Como alternativas al turismo tradicional, Valeria Mata investiga sobre modos de viaje basados en la sátira, el humor y el juego que que inventó Jöel Henry, en 1990, en su Laboratorio de Viajes Experimentales: el Lazaroturismo, que consiste en explorar una ciudad con los ojos vendados, guiado por una persona de confianza, o El Turismo doble, que nos invita a visitar lugares llamados por palabras repetidas como Bora Bora. Honestamente, me dan ganas de llevarlas a cabo todas, especialmente una que dispara mi propia melancolía, apta para adictos a la nostalgia post-viaje, que propone volver, una y otra vez, a los lugares que ya conocemos.
Otra forma de viajar que se me ocurre es observar cómo viaja la gente. Acudir a los aeropuertos, estaciones de trenes o autobuses, por las calles, mirar a los y las viajeras, por el puro placer de observar. Mirar sus equipajes, sus gestos, su forma de moverse. Mirarlos de un modo atento, pero con regocijo, por la simple emoción de apreciar a esos seres que viajan.
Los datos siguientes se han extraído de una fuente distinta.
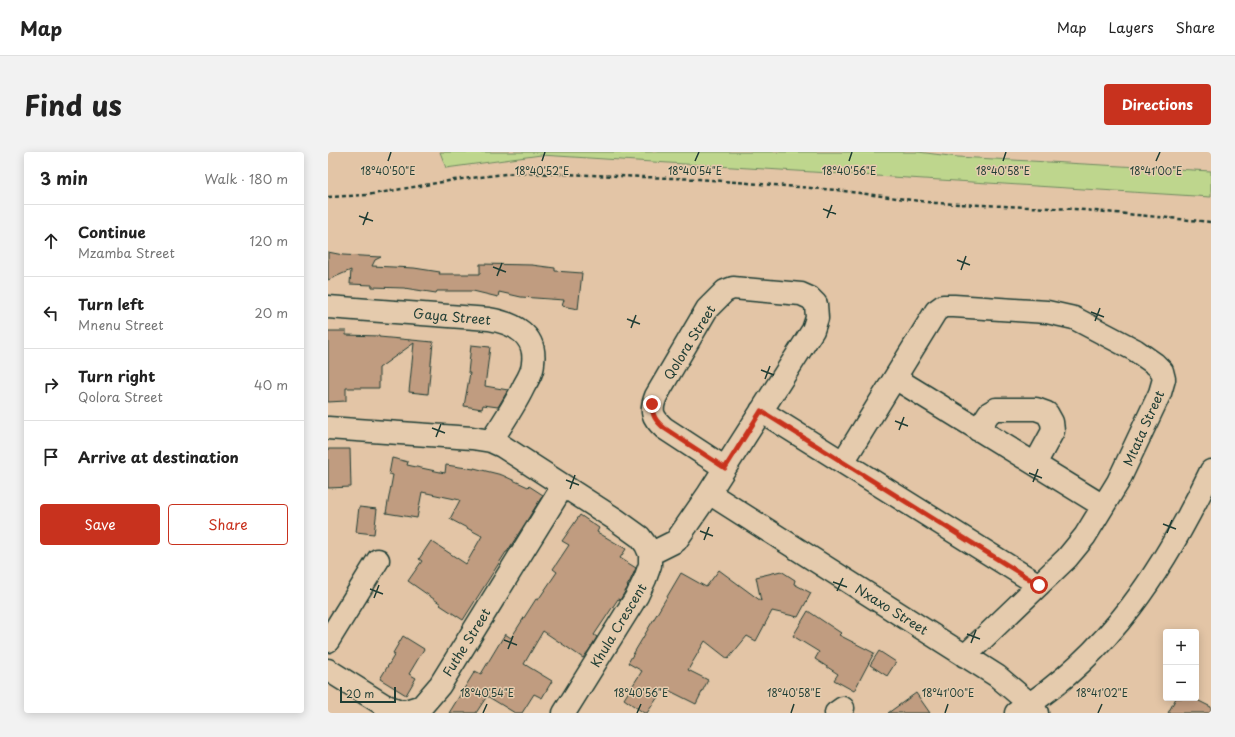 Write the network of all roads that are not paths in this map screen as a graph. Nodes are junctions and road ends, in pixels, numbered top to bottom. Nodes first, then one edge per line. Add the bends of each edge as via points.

Y es que ver la belleza por primera vez en las cosas es una auténtica patología, aunque desconozco si está categorizada como tal.
Ojalá disponer siempre de una suerte de cuaderno de viajes infinito para poder extender el gerundio del verbo ser en su última forma. Mata, citando a Deleuze, recupera lo siguiente: ser en gerundio, como forma indefinida del ser ontológico del ser humano. Y de este seguir siendo en abierto, como posibilidad, como forma no definitoria. Puede sonar ingenuo, pero así podríamos permitirnos, de manera más efectiva, ser siendo, ser en nuestros vínculos, en nuestras formas de relacionarnos, en nuestros afectos, en nuestras acciones, nuestras formas de mirar el mundo y estar en él, y no tanto en nuestros éxitos tangibles o nuestros supuestos logros. Al fin y al cabo es en el viaje donde las apariencias se esfuman, y el yo, tal y como le sucedió a Villoro, desaparece para convertirnos en otra sustancia, sumar otra verdad inalcanzable y desconocida, otro viaje por realizar.
Aunque en esta extraña era de las redes sociales (curioso nombre para unas formas que nos aíslan más que nunca), la invitación constante al narcisismo, la fugacidad, el exceso de información y contenidos, y una infinidad de cuestiones que nos afectan de manera sistemática como individuos y como sociedad, surge de manera pertinente la pregunta de la poeta Chantall Maillard: ¿Cuánto de lo que hacemos lo hacemos por hacerlo y cuanto por contarlo?
Para poder responder a Maillard será necesario no mirar el móvil, no scrollear, atender lo que el silencio nos quiere decir. Ser siendo en movimiento. Irse. Volver y celebrarlo. Volver para irse. Irse e irse. Volver a irse. No dejar de ser. No dejar de moverse. Caminar sola por una ciudad gigante y monstruosa sin que nadie sepa quién estás siendo. Ser en secreto. Susurrar. Colarse en trenes, caminar, conducirse, conducir hacia cualquier parte. No contarlo. No contar nada.Jamás. Caminar para ordeñar las ideas. No mirar el móvil. Estar callada. Hacer que el silencio perdure. Hacer que el viaje perdure. Viajar a solas. No buscar compañía. No temer la compañía de una misma. Anotarlo. Seguir siempre a favor del movimiento. Tampoco encuentro otra forma de seguir.